§ WORK TO COMPLETE
Once the images are removed, repeat all of the entries exactly.

───── RECORDS FOR PROCESSING

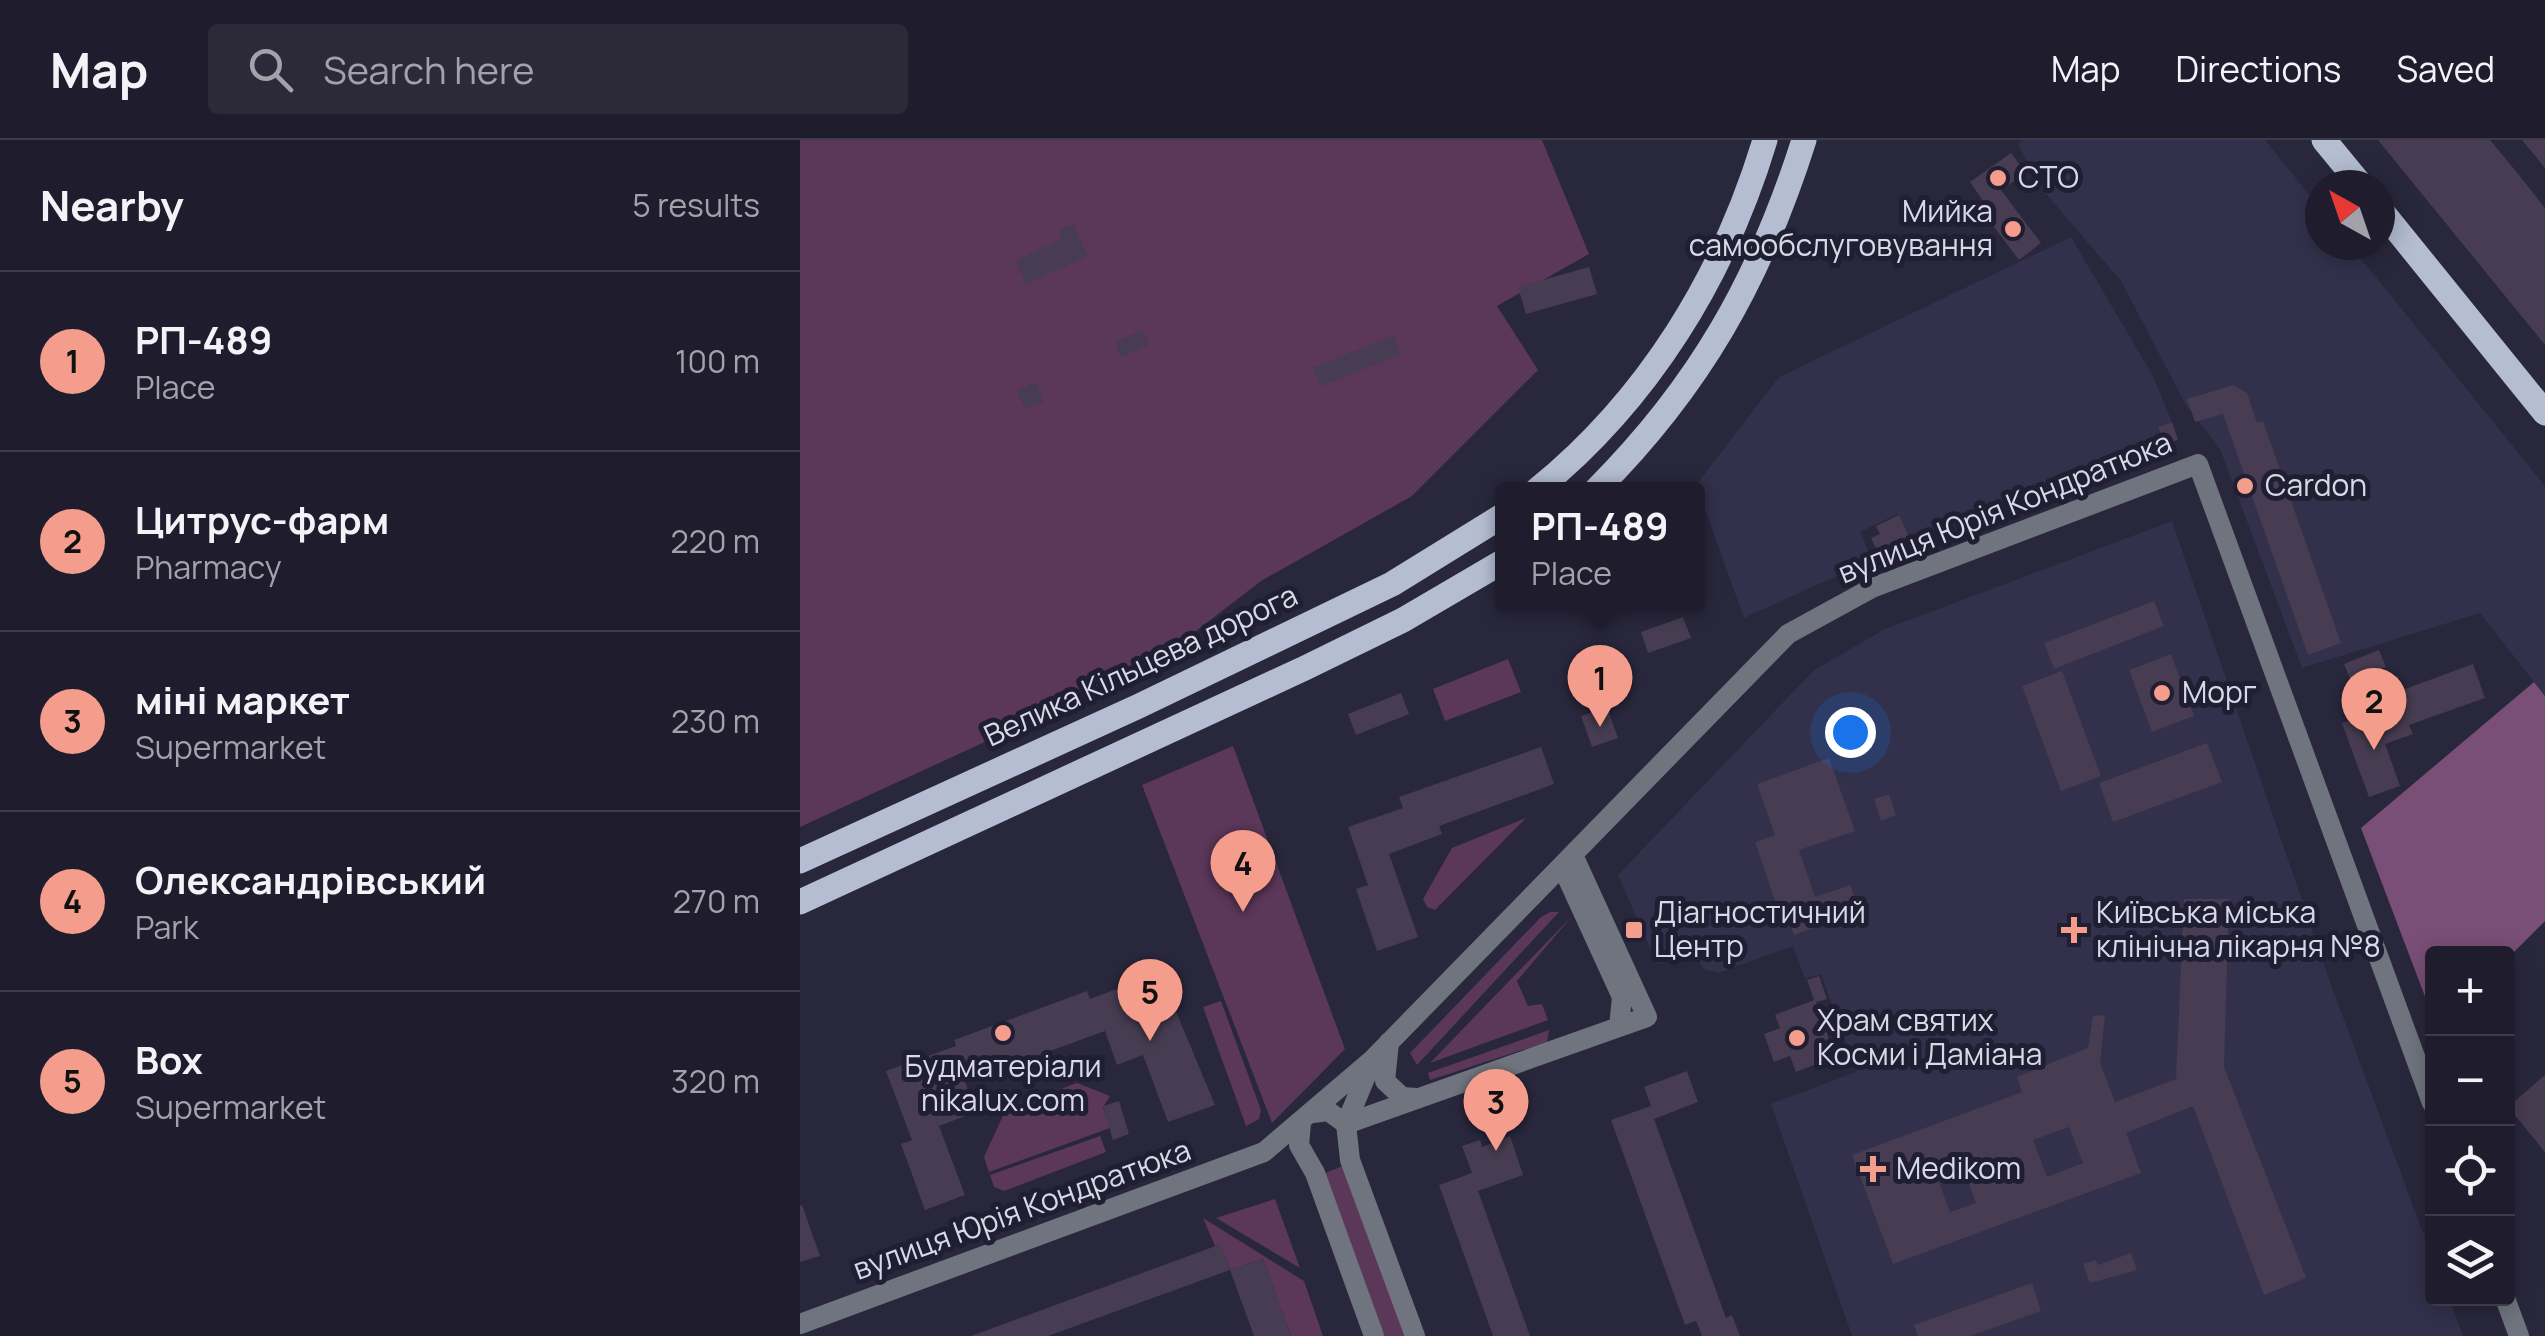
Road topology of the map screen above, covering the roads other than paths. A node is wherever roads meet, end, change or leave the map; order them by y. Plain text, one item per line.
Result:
1 (1765, 140) edge
2 (1804, 140) edge
3 (2324, 140) edge
4 (2349, 170) edge
5 (2395, 228) edge
6 (2545, 413) edge
7 (1546, 482) edge
8 (1603, 482) edge
9 (1495, 520) edge
10 (1495, 566) edge
11 (1568, 860) junction
12 (800, 861) edge
13 (800, 902) edge
14 (1619, 1027) junction
15 (1389, 1041) junction
16 (1373, 1059) junction
17 (2425, 1084) edge
18 (1417, 1098) junction
19 (1307, 1118) junction
20 (1348, 1131) junction
21 (1264, 1152) junction
22 (1303, 1152) junction
23 (2508, 1306) edge
24 (800, 1324) edge
25 (1374, 1336) edge
26 (1415, 1336) edge
27 (2519, 1336) edge

1 - 7 main road
2 - 8 main road
3 - 4 main road
5 - 6 main road
9 - 12 main road, Велика Кільцева дорога
10 - 13 main road
11 - 14 street
11 - 14 street
11 - 15 street, вулиця Юрія Кондратюка
11 - 17 street, вулиця Юрія Кондратюка
14 - 18 street
15 - 16 street, вулиця Юрія Кондратюка
15 - 18 street
16 - 19 street, вулиця Юрія Кондратюка
16 - 20 street, вулиця Юрія Кондратюка
18 - 20 street
19 - 20 street
19 - 21 street, вулиця Юрія Кондратюка
19 - 22 street
20 - 22 street
20 - 26 street
21 - 22 street, вулиця Юрія Кондратюка
21 - 24 street, вулиця Юрія Кондратюка
22 - 25 street
23 - 27 street

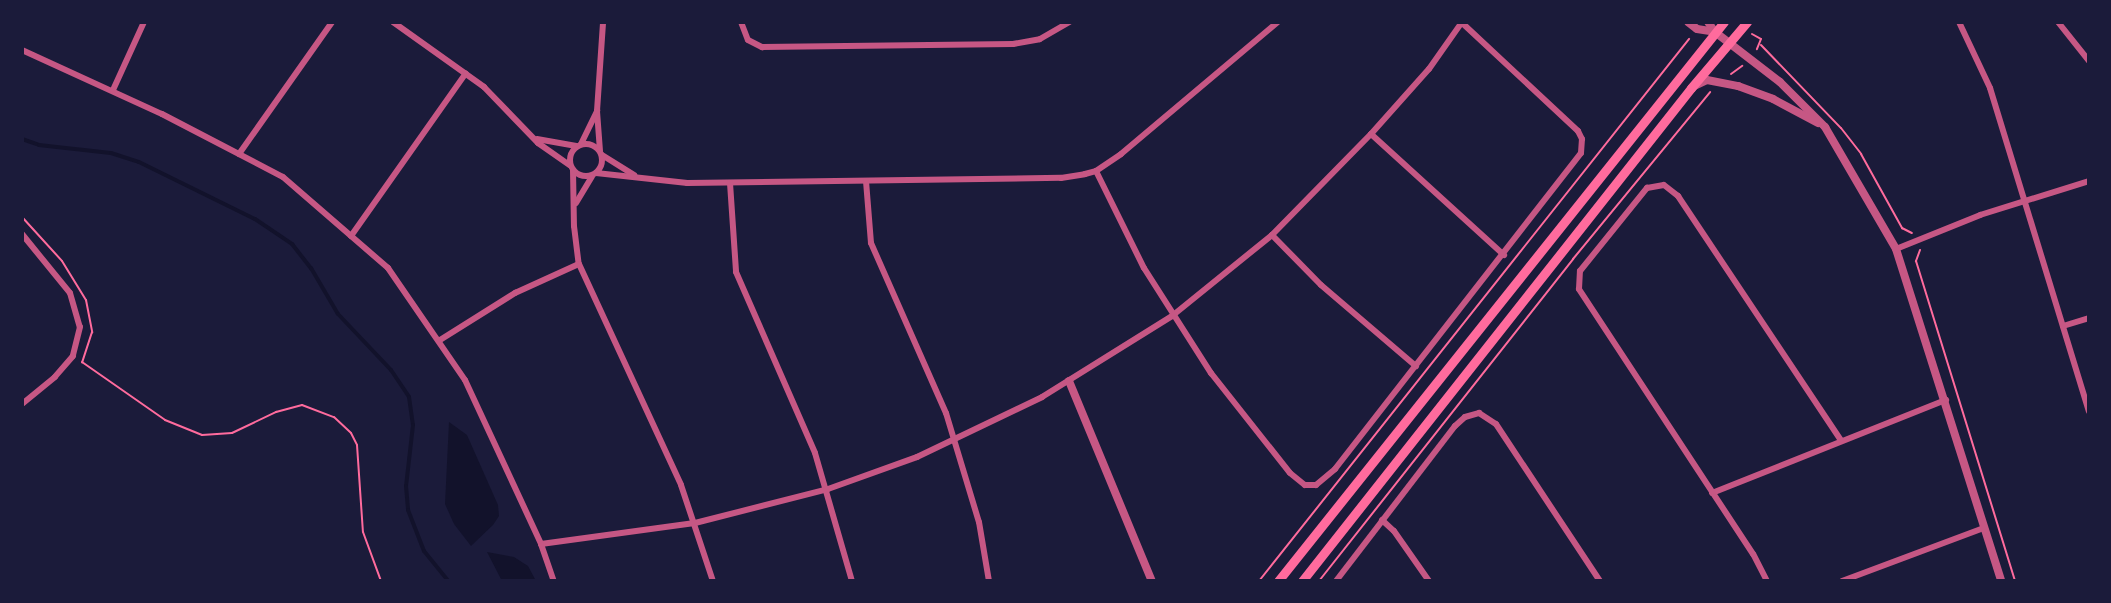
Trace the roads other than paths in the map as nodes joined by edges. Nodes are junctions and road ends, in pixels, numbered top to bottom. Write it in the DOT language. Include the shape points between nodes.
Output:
graph roads {
  1 [pos="144,22"];
  2 [pos="332,22"];
  3 [pos="393,22"];
  4 [pos="603,22"];
  5 [pos="741,22"];
  6 [pos="1069,22"];
  7 [pos="1278,22"];
  8 [pos="1688,22"];
  9 [pos="1708,22"];
  10 [pos="1724,22"];
  11 [pos="1959,22"];
  12 [pos="2058,22"];
  13 [pos="1462,23"];
  14 [pos="1745,24"];
  15 [pos="1715,32"];
  16 [pos="1729,42"];
  17 [pos="22,50"];
  18 [pos="2089,61"];
  19 [pos="466,73"];
  20 [pos="1691,88"];
  21 [pos="113,90"];
  22 [pos="597,111"];
  23 [pos="1825,127"];
  24 [pos="1371,134"];
  25 [pos="537,139"];
  26 [pos="579,146"];
  27 [pos="601,153"];
  28 [pos="239,154"];
  29 [pos="572,168"];
  30 [pos="1096,171"];
  31 [pos="594,175"];
  32 [pos="634,175"];
  33 [pos="866,181"];
  34 [pos="2089,181"];
  35 [pos="730,183"];
  36 [pos="2025,200"];
  37 [pos="576,203"];
  38 [pos="22,234"];
  39 [pos="1272,235"];
  40 [pos="351,236"];
  41 [pos="1896,249"];
  42 [pos="1504,255"];
  43 [pos="579,264"];
  44 [pos="1172,316"];
  45 [pos="2089,318"];
  46 [pos="2063,326"];
  47 [pos="440,340"];
  48 [pos="1416,366"];
  49 [pos="1069,381"];
  50 [pos="1946,400"];
  51 [pos="22,404"];
  52 [pos="2089,411"];
  53 [pos="1841,440"];
  54 [pos="954,441"];
  55 [pos="828,489"];
  56 [pos="1712,493"];
  57 [pos="1382,520"];
  58 [pos="695,523"];
  59 [pos="1984,528"];
  60 [pos="541,544"];
  61 [pos="554,581"];
  62 [pos="713,581"];
  63 [pos="852,581"];
  64 [pos="989,581"];
  65 [pos="1152,581"];
  66 [pos="1278,581"];
  67 [pos="1302,581"];
  68 [pos="1336,581"];
  69 [pos="1429,581"];
  70 [pos="1600,581"];
  71 [pos="1767,581"];
  72 [pos="1842,581"];
  73 [pos="2001,581"];
  1 -- 21 [label="street"];
  2 -- 28 [label="street"];
  3 -- 19 [label="street"];
  4 -- 22 [label="street"];
  5 -- 6 [label="street" via="748,40 762,47 1013,44 1040,39"];
  7 -- 30 [label="street"];
  8 -- 15 [label="street"];
  9 -- 15 [label="street"];
  10 -- 15 [label="main road"];
  11 -- 36 [label="street" via="1990,88"];
  12 -- 18 [label="street"];
  13 -- 24 [label="street"];
  13 -- 42 [label="street" via="1582,139 1581,153"];
  14 -- 16 [label="main road"];
  15 -- 16 [label="street"];
  15 -- 66 [label="main road"];
  16 -- 20 [label="main road"];
  16 -- 23 [label="street"];
  17 -- 21 [label="street"];
  19 -- 25 [label="street"];
  19 -- 40 [label="street"];
  20 -- 23 [label="street" via="1707,80 1725,83 1773,99"];
  20 -- 67 [label="main road"];
  21 -- 28 [label="street"];
  22 -- 26 [label="street"];
  22 -- 27 [label="street"];
  23 -- 41 [label="street"];
  24 -- 39 [label="street"];
  24 -- 42 [label="street"];
  25 -- 26 [label="street"];
  25 -- 29 [label="street"];
  26 -- 27 [label="street" via="591,144"];
  26 -- 29 [label="street" via="571,154"];
  27 -- 31 [label="street" via="602,165"];
  27 -- 32 [label="street"];
  28 -- 40 [label="street" via="298,187"];
  29 -- 31 [label="street" via="582,176"];
  29 -- 37 [label="street"];
  30 -- 33 [label="street" via="1061,178"];
  30 -- 44 [label="street"];
  31 -- 32 [label="street"];
  31 -- 37 [label="street"];
  32 -- 35 [label="street"];
  33 -- 35 [label="street"];
  33 -- 54 [label="street" via="871,243 935,384"];
  34 -- 36 [label="street"];
  35 -- 55 [label="street" via="736,272"];
  36 -- 41 [label="street"];
  36 -- 46 [label="street"];
  37 -- 43 [label="street"];
  38 -- 51 [label="street" via="61,279 76,305 80,327 73,356"];
  39 -- 44 [label="street"];
  39 -- 48 [label="street" via="1321,285"];
  40 -- 47 [label="street" via="398,280"];
  41 -- 50 [label="street"];
  42 -- 48 [label="street"];
  43 -- 47 [label="street" via="515,293"];
  43 -- 58 [label="street"];
  44 -- 48 [label="street" via="1268,448 1297,480 1313,486 1331,473"];
  44 -- 49 [label="street"];
  45 -- 46 [label="street"];
  46 -- 52 [label="street"];
  47 -- 60 [label="street" via="465,380"];
  49 -- 54 [label="street"];
  49 -- 65 [label="street"];
  50 -- 53 [label="street"];
  50 -- 59 [label="street"];
  53 -- 56 [label="street"];
  53 -- 56 [label="street" via="1678,196 1669,187 1653,185 1580,271 1577,284"];
  54 -- 55 [label="street"];
  54 -- 64 [label="street" via="979,522"];
  55 -- 58 [label="street"];
  55 -- 63 [label="street"];
  56 -- 71 [label="street"];
  57 -- 68 [label="street"];
  57 -- 69 [label="street"];
  57 -- 70 [label="street" via="1460,421 1483,414 1496,424"];
  58 -- 60 [label="street"];
  58 -- 62 [label="street"];
  59 -- 72 [label="street"];
  59 -- 73 [label="street"];
  60 -- 61 [label="street"];
}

──────────

§ FINISHED TASK
Road topology of the map screen above, covering the roads other than paths. A node is wherever roads meet, end, change or leave the map; order them by y. Plain text, one item per line.
Result:
1 (1765, 140) edge
2 (1804, 140) edge
3 (2324, 140) edge
4 (2349, 170) edge
5 (2395, 228) edge
6 (2545, 413) edge
7 (1546, 482) edge
8 (1603, 482) edge
9 (1495, 520) edge
10 (1495, 566) edge
11 (1568, 860) junction
12 (800, 861) edge
13 (800, 902) edge
14 (1619, 1027) junction
15 (1389, 1041) junction
16 (1373, 1059) junction
17 (2425, 1084) edge
18 (1417, 1098) junction
19 (1307, 1118) junction
20 (1348, 1131) junction
21 (1264, 1152) junction
22 (1303, 1152) junction
23 (2508, 1306) edge
24 (800, 1324) edge
25 (1374, 1336) edge
26 (1415, 1336) edge
27 (2519, 1336) edge

1 - 7 main road
2 - 8 main road
3 - 4 main road
5 - 6 main road
9 - 12 main road, Велика Кільцева дорога
10 - 13 main road
11 - 14 street
11 - 14 street
11 - 15 street, вулиця Юрія Кондратюка
11 - 17 street, вулиця Юрія Кондратюка
14 - 18 street
15 - 16 street, вулиця Юрія Кондратюка
15 - 18 street
16 - 19 street, вулиця Юрія Кондратюка
16 - 20 street, вулиця Юрія Кондратюка
18 - 20 street
19 - 20 street
19 - 21 street, вулиця Юрія Кондратюка
19 - 22 street
20 - 22 street
20 - 26 street
21 - 22 street, вулиця Юрія Кондратюка
21 - 24 street, вулиця Юрія Кондратюка
22 - 25 street
23 - 27 street

Trace the roads other than paths in the map as nodes joined by edges. Nodes are junctions and road ends, in pixels, numbered top to bottom. Write it in the DOT language. Include the shape points between nodes.
Output:
graph roads {
  1 [pos="144,22"];
  2 [pos="332,22"];
  3 [pos="393,22"];
  4 [pos="603,22"];
  5 [pos="741,22"];
  6 [pos="1069,22"];
  7 [pos="1278,22"];
  8 [pos="1688,22"];
  9 [pos="1708,22"];
  10 [pos="1724,22"];
  11 [pos="1959,22"];
  12 [pos="2058,22"];
  13 [pos="1462,23"];
  14 [pos="1745,24"];
  15 [pos="1715,32"];
  16 [pos="1729,42"];
  17 [pos="22,50"];
  18 [pos="2089,61"];
  19 [pos="466,73"];
  20 [pos="1691,88"];
  21 [pos="113,90"];
  22 [pos="597,111"];
  23 [pos="1825,127"];
  24 [pos="1371,134"];
  25 [pos="537,139"];
  26 [pos="579,146"];
  27 [pos="601,153"];
  28 [pos="239,154"];
  29 [pos="572,168"];
  30 [pos="1096,171"];
  31 [pos="594,175"];
  32 [pos="634,175"];
  33 [pos="866,181"];
  34 [pos="2089,181"];
  35 [pos="730,183"];
  36 [pos="2025,200"];
  37 [pos="576,203"];
  38 [pos="22,234"];
  39 [pos="1272,235"];
  40 [pos="351,236"];
  41 [pos="1896,249"];
  42 [pos="1504,255"];
  43 [pos="579,264"];
  44 [pos="1172,316"];
  45 [pos="2089,318"];
  46 [pos="2063,326"];
  47 [pos="440,340"];
  48 [pos="1416,366"];
  49 [pos="1069,381"];
  50 [pos="1946,400"];
  51 [pos="22,404"];
  52 [pos="2089,411"];
  53 [pos="1841,440"];
  54 [pos="954,441"];
  55 [pos="828,489"];
  56 [pos="1712,493"];
  57 [pos="1382,520"];
  58 [pos="695,523"];
  59 [pos="1984,528"];
  60 [pos="541,544"];
  61 [pos="554,581"];
  62 [pos="713,581"];
  63 [pos="852,581"];
  64 [pos="989,581"];
  65 [pos="1152,581"];
  66 [pos="1278,581"];
  67 [pos="1302,581"];
  68 [pos="1336,581"];
  69 [pos="1429,581"];
  70 [pos="1600,581"];
  71 [pos="1767,581"];
  72 [pos="1842,581"];
  73 [pos="2001,581"];
  1 -- 21 [label="street"];
  2 -- 28 [label="street"];
  3 -- 19 [label="street"];
  4 -- 22 [label="street"];
  5 -- 6 [label="street" via="748,40 762,47 1013,44 1040,39"];
  7 -- 30 [label="street"];
  8 -- 15 [label="street"];
  9 -- 15 [label="street"];
  10 -- 15 [label="main road"];
  11 -- 36 [label="street" via="1990,88"];
  12 -- 18 [label="street"];
  13 -- 24 [label="street"];
  13 -- 42 [label="street" via="1582,139 1581,153"];
  14 -- 16 [label="main road"];
  15 -- 16 [label="street"];
  15 -- 66 [label="main road"];
  16 -- 20 [label="main road"];
  16 -- 23 [label="street"];
  17 -- 21 [label="street"];
  19 -- 25 [label="street"];
  19 -- 40 [label="street"];
  20 -- 23 [label="street" via="1707,80 1725,83 1773,99"];
  20 -- 67 [label="main road"];
  21 -- 28 [label="street"];
  22 -- 26 [label="street"];
  22 -- 27 [label="street"];
  23 -- 41 [label="street"];
  24 -- 39 [label="street"];
  24 -- 42 [label="street"];
  25 -- 26 [label="street"];
  25 -- 29 [label="street"];
  26 -- 27 [label="street" via="591,144"];
  26 -- 29 [label="street" via="571,154"];
  27 -- 31 [label="street" via="602,165"];
  27 -- 32 [label="street"];
  28 -- 40 [label="street" via="298,187"];
  29 -- 31 [label="street" via="582,176"];
  29 -- 37 [label="street"];
  30 -- 33 [label="street" via="1061,178"];
  30 -- 44 [label="street"];
  31 -- 32 [label="street"];
  31 -- 37 [label="street"];
  32 -- 35 [label="street"];
  33 -- 35 [label="street"];
  33 -- 54 [label="street" via="871,243 935,384"];
  34 -- 36 [label="street"];
  35 -- 55 [label="street" via="736,272"];
  36 -- 41 [label="street"];
  36 -- 46 [label="street"];
  37 -- 43 [label="street"];
  38 -- 51 [label="street" via="61,279 76,305 80,327 73,356"];
  39 -- 44 [label="street"];
  39 -- 48 [label="street" via="1321,285"];
  40 -- 47 [label="street" via="398,280"];
  41 -- 50 [label="street"];
  42 -- 48 [label="street"];
  43 -- 47 [label="street" via="515,293"];
  43 -- 58 [label="street"];
  44 -- 48 [label="street" via="1268,448 1297,480 1313,486 1331,473"];
  44 -- 49 [label="street"];
  45 -- 46 [label="street"];
  46 -- 52 [label="street"];
  47 -- 60 [label="street" via="465,380"];
  49 -- 54 [label="street"];
  49 -- 65 [label="street"];
  50 -- 53 [label="street"];
  50 -- 59 [label="street"];
  53 -- 56 [label="street"];
  53 -- 56 [label="street" via="1678,196 1669,187 1653,185 1580,271 1577,284"];
  54 -- 55 [label="street"];
  54 -- 64 [label="street" via="979,522"];
  55 -- 58 [label="street"];
  55 -- 63 [label="street"];
  56 -- 71 [label="street"];
  57 -- 68 [label="street"];
  57 -- 69 [label="street"];
  57 -- 70 [label="street" via="1460,421 1483,414 1496,424"];
  58 -- 60 [label="street"];
  58 -- 62 [label="street"];
  59 -- 72 [label="street"];
  59 -- 73 [label="street"];
  60 -- 61 [label="street"];
}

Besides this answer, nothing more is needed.